SINGAPORE - As foreign manpower quotas tighten for the service industry in the coming years, business owners need to re-think how business is done beyond just adopting technology and automation, said MPs in Parliament on Tuesday (Feb 26).
They also called for more support to help firms digitalise and restructure their business, even as the swathe of pro-business measures announced last week in the Budget statement will help corporations cope with an expected bleaker economic environment this year.
The Dependency Ratio Ceiling, which sets the proportion of foreigners on work permits or S Passes that a company can employ, will be cut from 40 per cent to 38 per cent next year, and to 35 per cent in 2021. Similarly, the S Pass workers quota will shrink from 15 per cent to 13 per cent next year and then to 10 per cent in 2021.
Unlike in construction and manufacturing, Ms Denise Phua (Jalan Besar GRC) said, the service sector has not benefited in the same way from automation and digitalisation efforts.
The new foreign worker ceiling will likely hit the hospitality, food and beverage, arts, entertainment and other lifestyle sectors most, she added.
Ms Phua cited the predicament of Cube Boutique Hotel, whose owner Benedict Choa had adopted an innovative hotel model, automated its check-in system and worked with government agencies to transform some of its processes.
"Ben is all ready to employ any local staff willing to work, if he can only find them," she added.
How can the Government help such companies that are aligned with the national direction, yet still face manpower challenges, Ms Phua asked.
Another challenge for the service sector is the risk arising from the use of technology, said Ms Jessica Tan (East Coast GRC), as technology can reduce the human touch, personal service and customer experience.
But at the same time, if companies in the service sector do not rely less on foreign manpower, they will suffer more when the sources of foreign manpower dry up, said Ms Tan.
She acknowledged that it is painful and difficult but noted that doing more of the same is not the way to go.
"It's also not about just innovating and applying technology and automation.
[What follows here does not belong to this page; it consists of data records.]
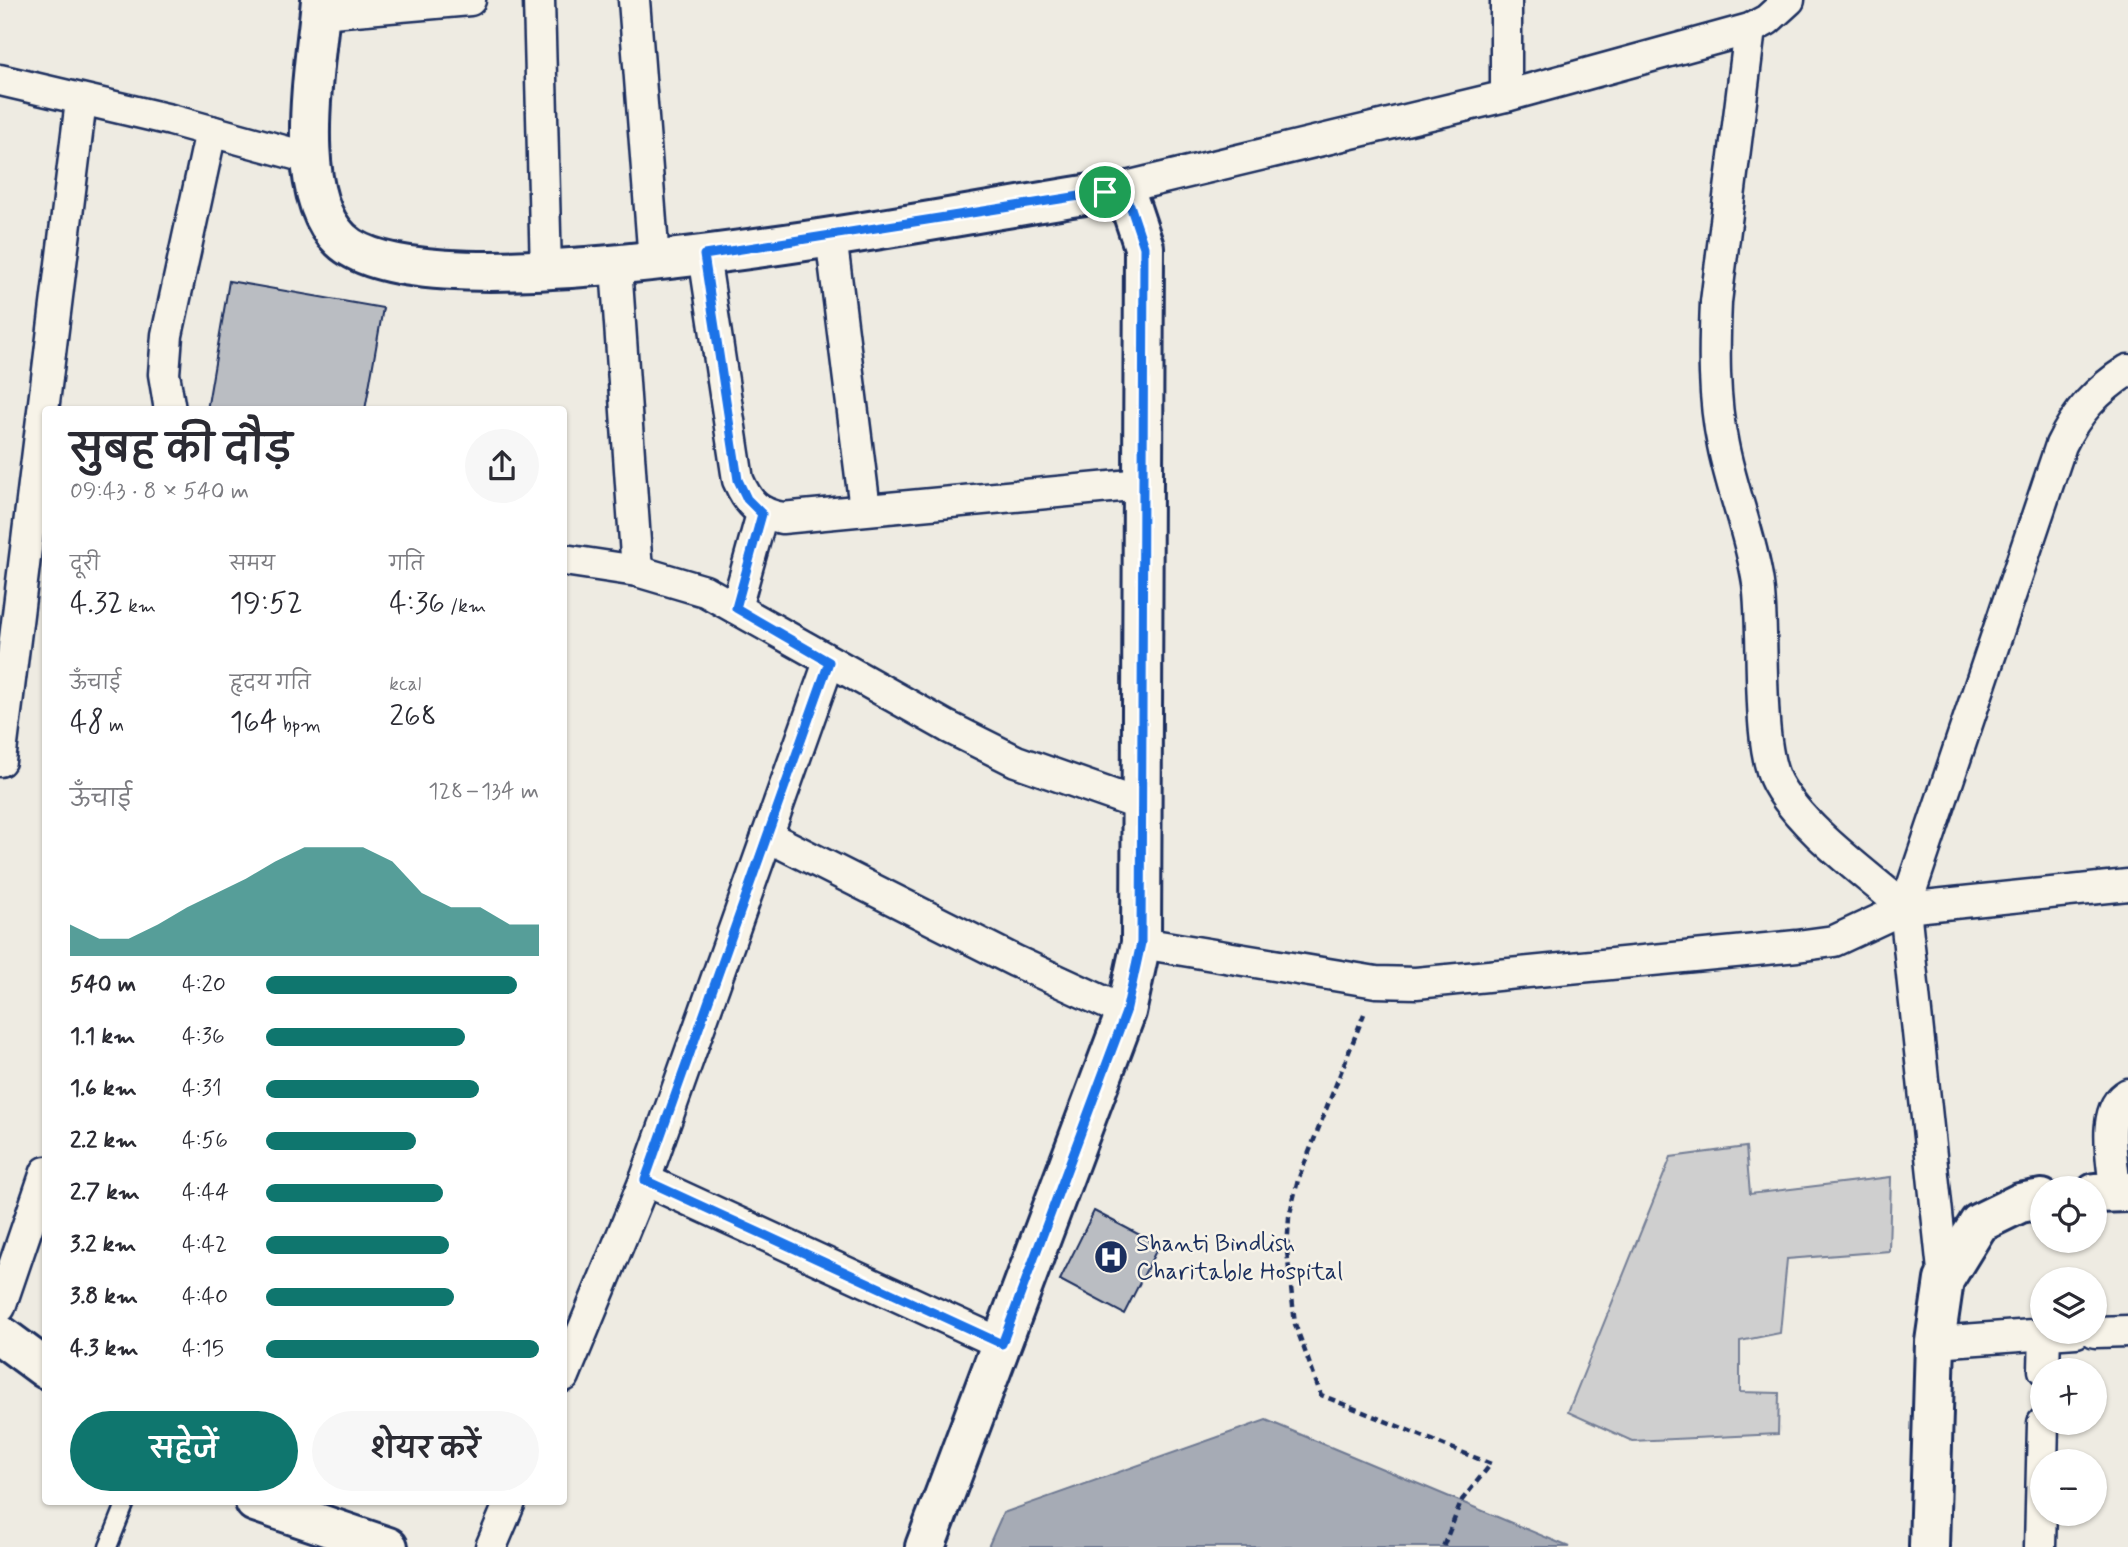 <!DOCTYPE html>
<html lang="hi">
<meta charset="utf-8">
<style>
:root{--surface:#fff;--page:#f7f7f7;--text:#2b2b33;--muted:#7c7c81;--accent:#0f766e}
body{margin:0;font-family:Mynerve,"Playpen Sans Deva",sans-serif;background:var(--page);color:var(--text);height:100vh;display:flex;flex-direction:column;font-size:26px;white-space:nowrap}
*{box-sizing:border-box;margin:0}
p{font-size:23px;color:var(--muted)}
.icon{flex:none;width:38px;height:38px;fill:none;stroke:currentColor;stroke-width:2;stroke-linecap:round;stroke-linejoin:round}
.map{position:relative;flex:1;overflow:hidden}
.details{position:absolute;left:42px;top:406px;width:525px;height:1099px;display:flex;flex-direction:column;background:var(--surface);border-radius:7px;box-shadow:0 2px 5px #0004}
.details>*{flex:none}
.fabs{position:absolute;left:2030px;top:1176px;display:grid;gap:14px}
.fabs a{display:grid;place-items:center;width:77px;height:77px;border-radius:50%;background:var(--surface);box-shadow:0 2px 5px #0004;font-size:35px}
.pin{position:absolute;display:grid;place-items:center;width:60px;height:60px;color:#fff;margin:-30px;border:4px solid #fff;border-radius:50%;box-shadow:0 2px 7px #0007}
.round{display:grid;place-items:center;flex:none;width:74px;height:74px;border-radius:37px;background:var(--page)}
.overview{display:flex;align-items:center;justify-content:space-between;height:119px;padding:0 28px}
h1{font-size:38px;font-weight:600;line-height:52px}
.metrics{display:grid;grid-template-columns:repeat(3,1fr);gap:10px;height:119px;padding:7px 28px}
.metrics div{display:grid;align-content:center}
.metrics b{font-size:30px;font-weight:600}
.metrics small{font-size:19px;font-weight:400}
.metrics p{font-size:19px}
.chart{height:196px;padding:14px 28px}
.chart p{display:flex;justify-content:space-between}
.chart svg{width:100%;height:126px;margin-top:7px;fill:var(--accent);opacity:.7}
.button{display:flex;gap:14px;margin-top:auto;padding:14px 28px}
.button a{flex:1;height:80px;border-radius:42px;background:var(--accent);color:#fff;font-size:28px;font-weight:600;line-height:80px;text-align:center}
.button a+a{background:var(--page);color:var(--text)}
ul{padding:0 28px;list-style:none;font-size:23px}
li{display:grid;grid-template-columns:112px 84px 1fr;align-items:center;height:52px}
li i{height:18px;border-radius:9px;background:var(--accent)}
.map>svg:first-child{display:block}
</style>
<div class="map">
<svg width="2128" height="1547" viewBox="0 0 2128 1547">
<rect width="100%" height="100%" fill="#eeebe2"/>
<filter id="ink" filterUnits="userSpaceOnUse"><feTurbulence type="fractalNoise" baseFrequency=".0143" numOctaves="2"/><feDisplacementMap in="SourceGraphic" scale="14" xChannelSelector="R" yChannelSelector="G"/><feConvolveMatrix kernelMatrix="1 2 1 2 8 2 1 2 1" color-interpolation-filters="sRGB"/></filter>
<g filter="url(#ink)">
<polygon fill="#cfcfcf" stroke="#757f96" stroke-width="2" points="1746,1147 1750,1194 1891,1177 1889,1251 1787,1259 1780,1333 1740,1341 1740,1392 1779,1393 1778,1434 1632,1441 1568,1412 1671,1157"/>
<polygon fill="#a6abb5" stroke="#6e7992" stroke-width="2" points="1266,1420 1569,1547 988,1547 1003,1513"/>
<g fill="#babdc2" stroke="#1b2f5e" stroke-width="2">
<polygon points="229,281 383,308 365,410 207,410"/>
<polygon points="1094,1211 1159,1245 1124,1314 1060,1280"/>
</g>
<g fill="none" stroke-linecap="round" stroke-linejoin="round">
<g stroke="#1b2f5e" stroke-width="21">
<polyline id="service" points="108,1547 126,1502"/>
</g>
<g stroke="#1b2f5e" stroke-width="35">
<g id="minor">
<polyline points="539,0 546,271"/>
<polyline points="634,0 654,261"/>
<polyline points="320,13 470,0"/>
<path d="M1750,29L1716,302C1714,350 1713,397 1723,445C1732,491 1751,536 1758,583C1765,633 1756,744 1777,783C1803,830 1864,872 1905,908"/>
<polyline points="0,80 171,120 309,158"/>
<polyline points="1506,96 1506,0"/>
<polyline points="1105,192 1506,96 1750,29 1767,20 1789,0"/>
<polyline points="831,236 865,509"/>
<path d="M704,255L738,480C748,503 757,513 782,518L1142,484"/>
<polyline points="616,266 637,571"/>
<polyline points="170,410 164,374 167,335 211,131"/>
<polyline points="564,560 637,571 705,591 948,727 1016,761 1141,805"/>
<polyline points="736,608 762,514"/>
<polyline points="0,761 81,101"/>
<polyline points="767,836 1015,961 1126,1012"/>
<polyline points="1141,943 1376,982 1416,983 1797,946 1834,941 1905,908 2128,885"/>
<polyline points="645,1180 1002,1344"/>
<path d="M2115,1192C2114,1164 2099,1110 2128,1094"/>
<path d="M1944,1280L1905,908L2061,445C2077,412 2097,390 2128,370"/>
<polyline points="0,1307 46,1172"/>
<polyline points="2095,1332 2128,1331"/>
<polyline points="1935,1342 2076,1332"/>
<polyline points="2044,1370 2045,1332"/>
<polyline points="564,1376 645,1180 829,662"/>
<polyline points="491,1547 510,1502"/>
<polyline points="2040,1547 2043,1423"/>
</g>
</g>
<g stroke="#1b2f5e" stroke-width="44">
<g id="secondary">
<path d="M321,0C316,64 290,192 341,240C429,325 972,210 1105,192L1130,205L1144,247L1141,943L1126,1012L925,1547"/>
<polyline points="2095,1193 2128,1192"/>
<polyline points="1929,1547 1935,1342 1944,1280 1979,1223 2020,1203 2042,1199"/>
</g>
</g>
<g stroke="#1b2f5e" stroke-width="44">
<g id="trunk">
<polyline points="0,1335 46,1369"/>
<polyline points="255,1502 388,1547"/>
</g>
</g>
<polyline stroke="#1b2f5e" stroke-width="4.5" stroke-dasharray="7 5" stroke-linecap="butt" points="1364,1014 1298,1180 1289,1217 1287,1251 1295,1324 1321,1395 1491,1464 1462,1500 1443,1547"/>
<use href="#service" stroke="#f7f3e8" stroke-width="16"/>
<use href="#minor" stroke="#f7f3e8" stroke-width="30"/>
<use href="#secondary" stroke="#f7f3e8" stroke-width="38"/>
<use href="#trunk" stroke="#f7f3e8" stroke-width="38"/>
</g>
</g>
<g fill="none" stroke-linecap="round" stroke-linejoin="round" filter="url(#ink)">
<g stroke="#fff" stroke-width="14">
<polygon id="route" points="1105,192 1130,205 1144,247 1141,943 1126,1012 1002,1344 645,1180 829,662 736,608 762,514 747,499 738,480 704,255"/>
</g>
<use href="#route" stroke="#1a73e8" stroke-width="9"/>
</g>
<defs>
<g id="hospital-disc" transform="scale(1.75)"><circle r="9.5" fill="#1b2f5e" stroke="#f7f3e8"/><path d="M-5-5h3v3.5h4V-5h3V5h-3V1.5h-4V5h-3Z" fill="#fff"/></g>
</defs>
<g fill-rule="evenodd">
<use href="#hospital-disc" x="1111" y="1257"/>
</g>
<g text-anchor="middle" stroke-width="5" stroke-linejoin="round" paint-order="stroke">
<g font-size="24" fill="#1b2f5e" stroke="#f7f3e8" text-anchor="start">
<text x="1136" y="1251">Shanti Bindlish<tspan x="1136" dy="28">Charitable Hospital</tspan></text>
</g>
</g>
</svg>
<div class="fabs">
<a><svg class="icon" aria-label="locate" viewBox="0 0 24 24"><circle cx="12" cy="12" r="6"/><path d="M12 2v4M12 18v4M2 12h4M18 12h4"/></svg></a>
<a><svg class="icon" aria-label="layers" viewBox="0 0 24 24"><path d="M12 4l9 5-9 5-9-5zM3 14l9 5 9-5"/></svg></a>
<a>+</a>
<a>−</a>
</div>
<div class="pin" style="left:1105px;top:192px;background:#1e9e55"><svg class="icon" aria-label="arrive" viewBox="0 0 24 24"><path d="M6 21V4h12l-3 4 3 4H6"/></svg></div>
<section class="details">
<div class="overview"><div><h1>सुबह की दौड़</h1><p>09:43 · 8 × 540 m</p></div><a class="round"><svg class="icon" aria-label="share" viewBox="0 0 24 24"><path d="M12 15V3M7 8l5-5 5 5M5 13v7h14v-7"/></svg></a></div>
<div class="metrics">
<div><p>दूरी</p><b>4.32<small> km</small></b></div>
<div><p>समय</p><b>19:52</b></div>
<div><p>गति</p><b>4:36<small> /km</small></b></div>
</div>
<div class="metrics">
<div><p>ऊँचाई</p><b>48<small> m</small></b></div>
<div><p>हृदय गति</p><b>164<small> bpm</small></b></div>
<div><p>kcal</p><b>268</b></div>
</div>
<div class="chart"><p><span>ऊँचाई</span>128–134 m</p>
<svg viewBox="0 0 160 44" preserveAspectRatio="none"><path d="M0 44V33L10 38L20 38L30 33L40 27L50 22L60 17L70 11L80 6L90 6L100 6L110 11L120 22L130 27L140 27L150 33L160 33V44z"/></svg>
</div>
<ul>
<li><b>540 m</b>4:20<i style="width:92%"></i></li>
<li><b>1.1 km</b>4:36<i style="width:73%"></i></li>
<li><b>1.6 km</b>4:31<i style="width:78%"></i></li>
<li><b>2.2 km</b>4:56<i style="width:55%"></i></li>
<li><b>2.7 km</b>4:44<i style="width:65%"></i></li>
<li><b>3.2 km</b>4:42<i style="width:67%"></i></li>
<li><b>3.8 km</b>4:40<i style="width:69%"></i></li>
<li><b>4.3 km</b>4:15<i style="width:100%"></i></li>
</ul>
<div class="button"><a>सहेजें</a><a>शेयर करें</a></div>
</section>
</div>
It requires re-thinking of our business and how work is done," said Ms Tan.
She held up local coffee kiosk Kopi Ong, which worked with a solutions provider to introduce a system that allows customers to order customised coffee or tea via a messaging app, and pick their drinks up when they are ready.
The company used technology to make it easier for staff to plan the work, provide customised service, achieve greater sales and reduce the need for more manpower or more shop space to cater for long queues, said Ms Tan.
"It's not just about technology, it's not just about the way we do business. It's not just about people and skills, it's all of them," she said. "Therefore, the support that's in place needs to do that."
To this end, MPs said measures in Budget 2019 will support these ambitions, especially of small and medium-sized enterprises (SMEs) seeking growth opportunities here and abroad.
Mr Darryl David (Ang Mo Kio GRC) said schemes like the SME Co-Investing Fund III and the Enterprise Financing System will help SMEs get public and private funding and gain the much-needed liquidity to import the latest technology, grow their businesses and possibly spread their wings beyond Singapore.
Agreeing, Mr Liang Eng Hwa (Holland-Bukit Timah GRC) said companies can thrive only if they scale up and try new approaches to grow.
He highlighted the Scale-up SG programme as "a bold move" to help fast track growth for promising enterprises.
But he questioned the scale and implementation of the programme. Will it involve "picking winners" among all companies, and will it work separately from existing industry transformation efforts that have been ongoing since 2016?.
"How do we eventually expand or scale up the Scale-Up SG to move the needle for the economy?" said Mr Liang, who chairs the Government Parliamentary Committee for Finance and Trade and Industry.
Ms Foo Mee Har (West Coast GRC), on the other hand, asked for pro-business support to be more selective.
"We should focus our support on start-ups in deep-tech with research-based intellectual property at its core rather than just general start-ups, especially on start-ups with the potential to scale globally," she said, suggesting that funding strategies should help research institutes and universities partner companies to solve problems.
"The reward system for our researchers and academics should provide motivations to help supercharge commercialisation of research and development, and industry applications," she said.